— Instructions to follow —
Please give back word for word the lines of the material below between the line containing "ring mcp: (1225, 926)" and the line containing "pinky tip: (1149, 1021)", inclusive.

— Records for this exercise —
§
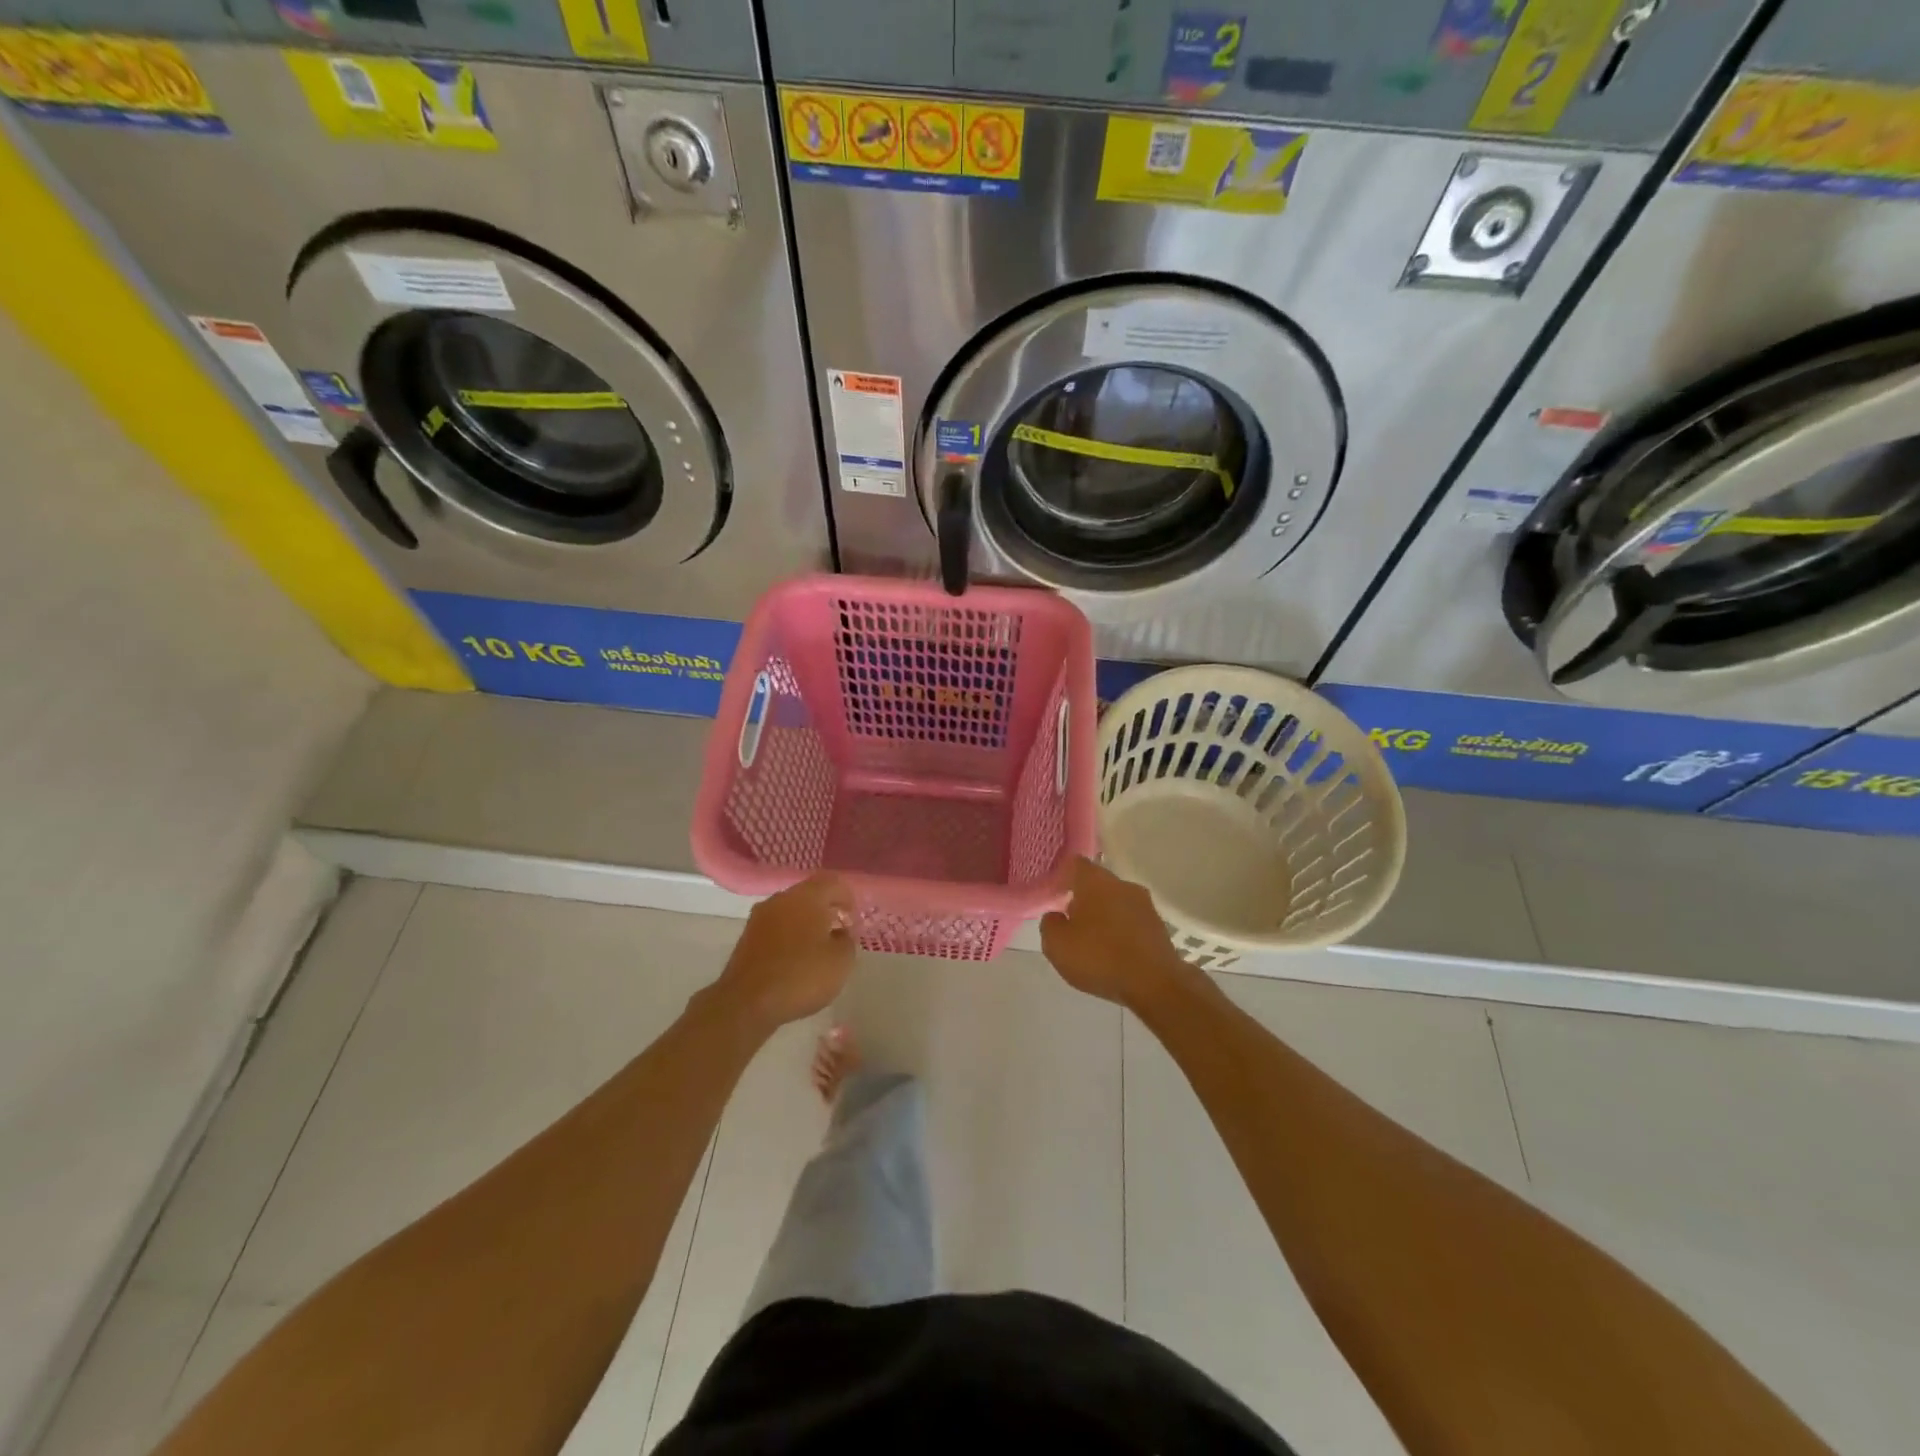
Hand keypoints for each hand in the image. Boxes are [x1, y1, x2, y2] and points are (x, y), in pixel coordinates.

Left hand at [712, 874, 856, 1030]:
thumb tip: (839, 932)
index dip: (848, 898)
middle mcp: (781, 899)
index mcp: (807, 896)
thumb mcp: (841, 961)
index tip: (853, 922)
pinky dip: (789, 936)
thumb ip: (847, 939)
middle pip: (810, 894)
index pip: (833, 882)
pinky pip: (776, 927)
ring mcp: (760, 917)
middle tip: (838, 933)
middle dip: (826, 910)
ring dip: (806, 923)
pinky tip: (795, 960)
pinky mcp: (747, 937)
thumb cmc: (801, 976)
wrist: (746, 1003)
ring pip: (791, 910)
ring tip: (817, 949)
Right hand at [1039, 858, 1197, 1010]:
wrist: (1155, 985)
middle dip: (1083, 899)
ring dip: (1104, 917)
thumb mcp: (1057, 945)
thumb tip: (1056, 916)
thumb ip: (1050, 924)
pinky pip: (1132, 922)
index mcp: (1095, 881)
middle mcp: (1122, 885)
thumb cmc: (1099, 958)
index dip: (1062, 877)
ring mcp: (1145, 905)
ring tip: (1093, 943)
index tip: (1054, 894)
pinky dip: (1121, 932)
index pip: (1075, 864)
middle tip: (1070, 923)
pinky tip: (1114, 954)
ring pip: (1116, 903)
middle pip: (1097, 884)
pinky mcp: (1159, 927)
§
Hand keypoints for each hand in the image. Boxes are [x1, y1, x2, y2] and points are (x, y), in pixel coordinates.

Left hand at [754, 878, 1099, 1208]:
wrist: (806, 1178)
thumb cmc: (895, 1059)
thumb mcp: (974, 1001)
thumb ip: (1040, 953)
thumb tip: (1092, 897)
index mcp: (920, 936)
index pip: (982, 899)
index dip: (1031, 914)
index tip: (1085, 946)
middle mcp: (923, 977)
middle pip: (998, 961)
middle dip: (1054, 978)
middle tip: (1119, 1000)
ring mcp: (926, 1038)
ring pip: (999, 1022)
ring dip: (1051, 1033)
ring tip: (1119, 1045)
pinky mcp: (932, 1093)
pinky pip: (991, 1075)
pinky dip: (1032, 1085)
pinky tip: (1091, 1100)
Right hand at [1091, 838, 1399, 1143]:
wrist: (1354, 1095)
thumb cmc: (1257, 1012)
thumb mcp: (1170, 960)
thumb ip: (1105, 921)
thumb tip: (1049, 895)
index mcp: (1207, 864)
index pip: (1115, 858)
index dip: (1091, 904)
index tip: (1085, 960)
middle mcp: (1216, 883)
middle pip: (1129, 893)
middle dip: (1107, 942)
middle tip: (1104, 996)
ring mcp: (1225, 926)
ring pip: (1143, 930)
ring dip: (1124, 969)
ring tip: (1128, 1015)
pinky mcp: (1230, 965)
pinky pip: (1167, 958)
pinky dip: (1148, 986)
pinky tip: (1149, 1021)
§
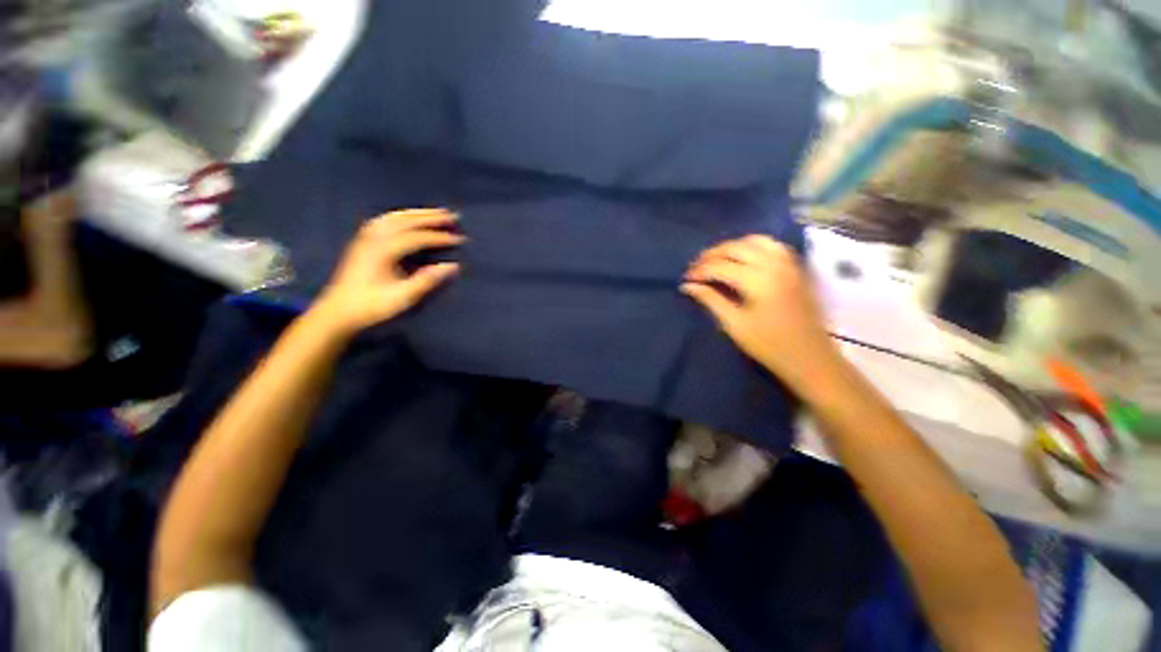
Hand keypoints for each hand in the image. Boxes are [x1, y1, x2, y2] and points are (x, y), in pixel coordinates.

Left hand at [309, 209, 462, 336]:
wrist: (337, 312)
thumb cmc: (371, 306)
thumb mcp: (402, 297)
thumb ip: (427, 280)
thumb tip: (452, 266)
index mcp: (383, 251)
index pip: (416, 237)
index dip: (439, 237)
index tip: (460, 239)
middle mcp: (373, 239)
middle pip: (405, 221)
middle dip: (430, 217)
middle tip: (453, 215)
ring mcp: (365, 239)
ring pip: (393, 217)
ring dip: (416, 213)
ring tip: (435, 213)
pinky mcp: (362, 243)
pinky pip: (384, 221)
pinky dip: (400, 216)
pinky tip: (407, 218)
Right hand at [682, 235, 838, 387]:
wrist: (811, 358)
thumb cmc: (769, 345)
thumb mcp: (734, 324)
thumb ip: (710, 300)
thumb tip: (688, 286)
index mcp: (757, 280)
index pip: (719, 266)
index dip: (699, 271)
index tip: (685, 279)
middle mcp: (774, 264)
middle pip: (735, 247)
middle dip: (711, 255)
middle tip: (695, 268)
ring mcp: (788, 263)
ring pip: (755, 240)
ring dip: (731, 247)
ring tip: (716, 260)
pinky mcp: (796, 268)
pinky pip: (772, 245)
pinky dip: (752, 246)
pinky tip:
§
— Answer section —
ring mcp: (1225, 926)
ring pip: (1143, 930)
ring dip: (1124, 969)
ring tip: (1128, 1015)
pinky mcp: (1230, 965)
pinky pip: (1167, 958)
pinky dip: (1148, 986)
pinky tip: (1149, 1021)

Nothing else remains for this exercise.